Presumptive Republican presidential nominee Mitt Romney has been predictably ridiculed for his statement earlier this year that Russia is “without question our number one geopolitical foe.” I say “predictably” because we now live in a post-ideological age where enmity between nations doesn’t exist, where the very word “enemy” is a construction of fearmongering “neocons,” a world where, according to President Barack Obama in his 2009 speech to the United Nations, “The traditional divisions between nations of the South and the North make no sense … nor do alignments of nations rooted in the cleavages of a long-gone Cold War.”
Obama returned to Romney’s March comment last Sunday at a campaign event with Bill Clinton in Virginia. “I didn’t know we were back in 1975,” the president quipped.

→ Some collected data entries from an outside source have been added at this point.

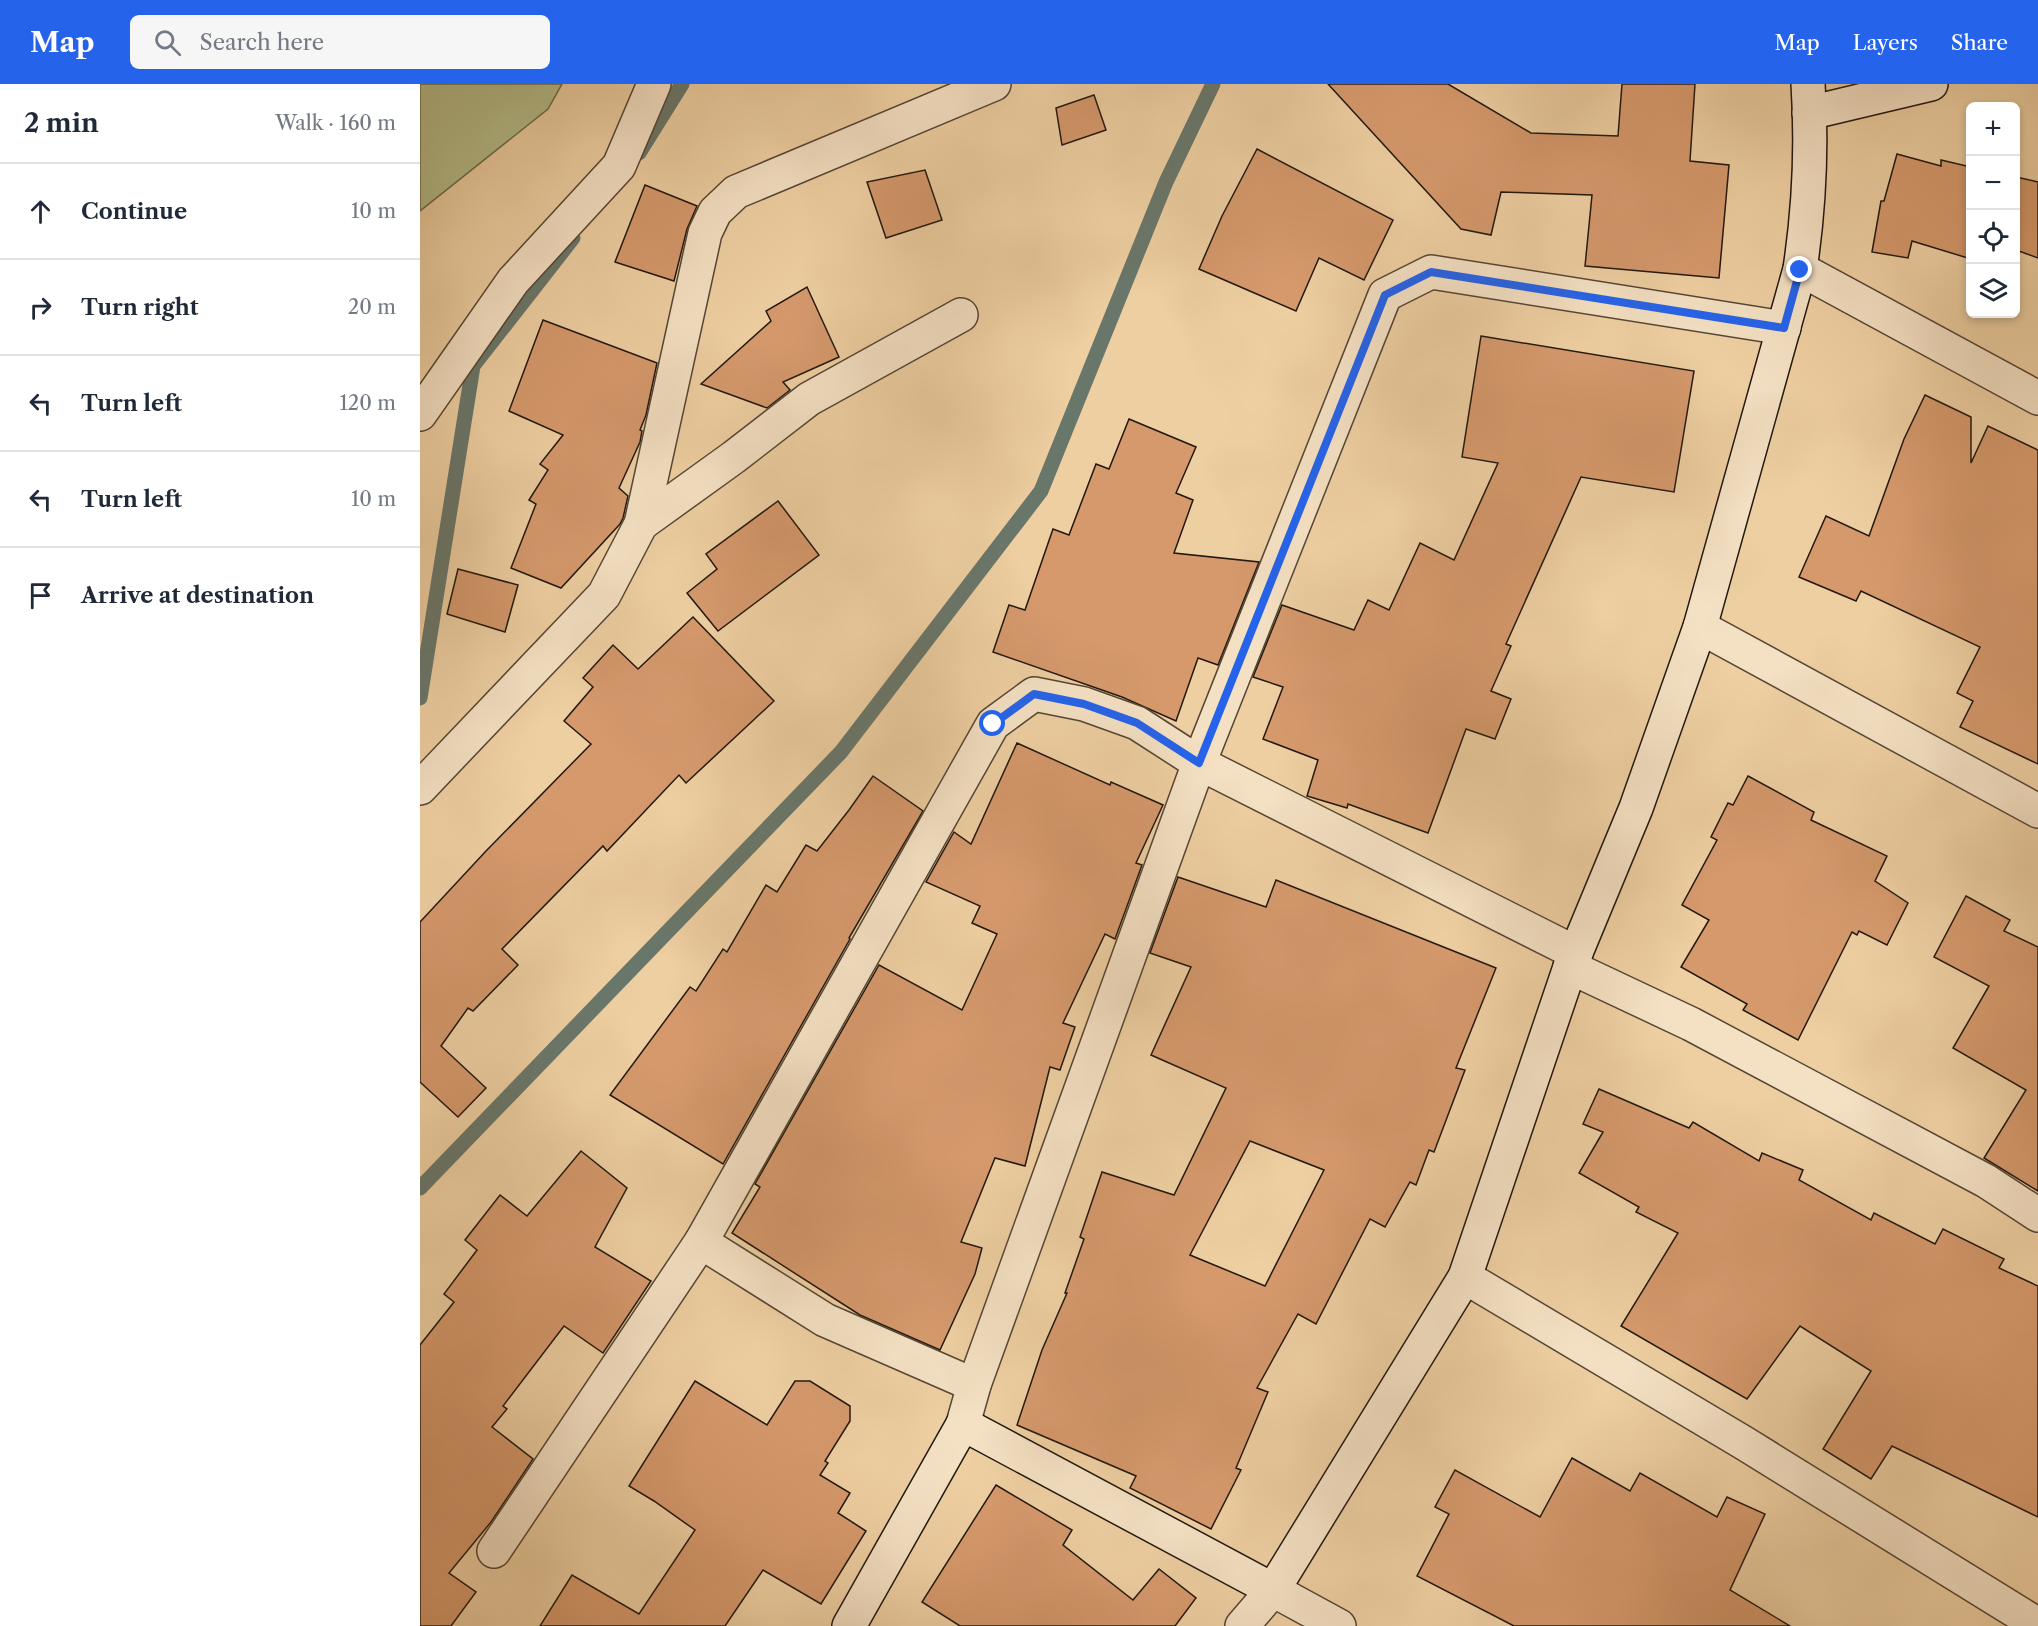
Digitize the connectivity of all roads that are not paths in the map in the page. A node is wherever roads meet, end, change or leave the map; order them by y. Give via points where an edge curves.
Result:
1 (654, 84) edge
2 (994, 84) edge
3 (1931, 84) edge
4 (1809, 99) edge
5 (1800, 270) junction
6 (961, 315) dead end
7 (1784, 328) junction
8 (2038, 398) edge
9 (420, 414) edge
10 (641, 524) junction
11 (1700, 627) junction
12 (1199, 763) junction
13 (420, 788) edge
14 (2038, 812) edge
15 (1573, 960) junction
16 (2038, 1215) edge
17 (701, 1242) junction
18 (1465, 1277) junction
19 (974, 1385) junction
20 (963, 1424) junction
21 (494, 1551) dead end
22 (1273, 1590) junction
23 (2038, 1625) edge
24 (849, 1626) edge
25 (1242, 1626) edge
26 (1339, 1626) edge

1 - 9 street via 619,166 513,281
2 - 10 street via 736,192 715,212 705,233
3 - 4 street
4 - 5 street via 1806,232
5 - 7 street
5 - 8 street
6 - 10 street via 809,399
7 - 11 street
7 - 12 street via 1431,272 1385,295
10 - 13 street via 604,595
11 - 14 street
11 - 15 street via 1636,808
12 - 15 street
12 - 17 street via 1137,723 1084,704 1034,694 993,724
12 - 19 street
15 - 16 street via 1986,1181
15 - 18 street
17 - 19 street via 825,1320
17 - 21 street
18 - 22 street
18 - 23 street
19 - 20 street
20 - 22 street
20 - 24 street
22 - 25 street
22 - 26 street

The reason why Romney’s observation has been the target of such guffaws is that the reigning consensus on the left disagrees with the premise that the United States even has a “geopolitical foe,” never mind that it is Russia. (If Romney’s critics were to say that Iran or China is our greatest adversary, they might have a point, but that’s not what they’re arguing.) Yet one does not have to be living amongst “cleavages of a long-gone Cold War” to see how, on an array of issues, Russia is at cross-purposes with the United States, many of its allies, and the broader interest of upholding and promoting the liberal world order.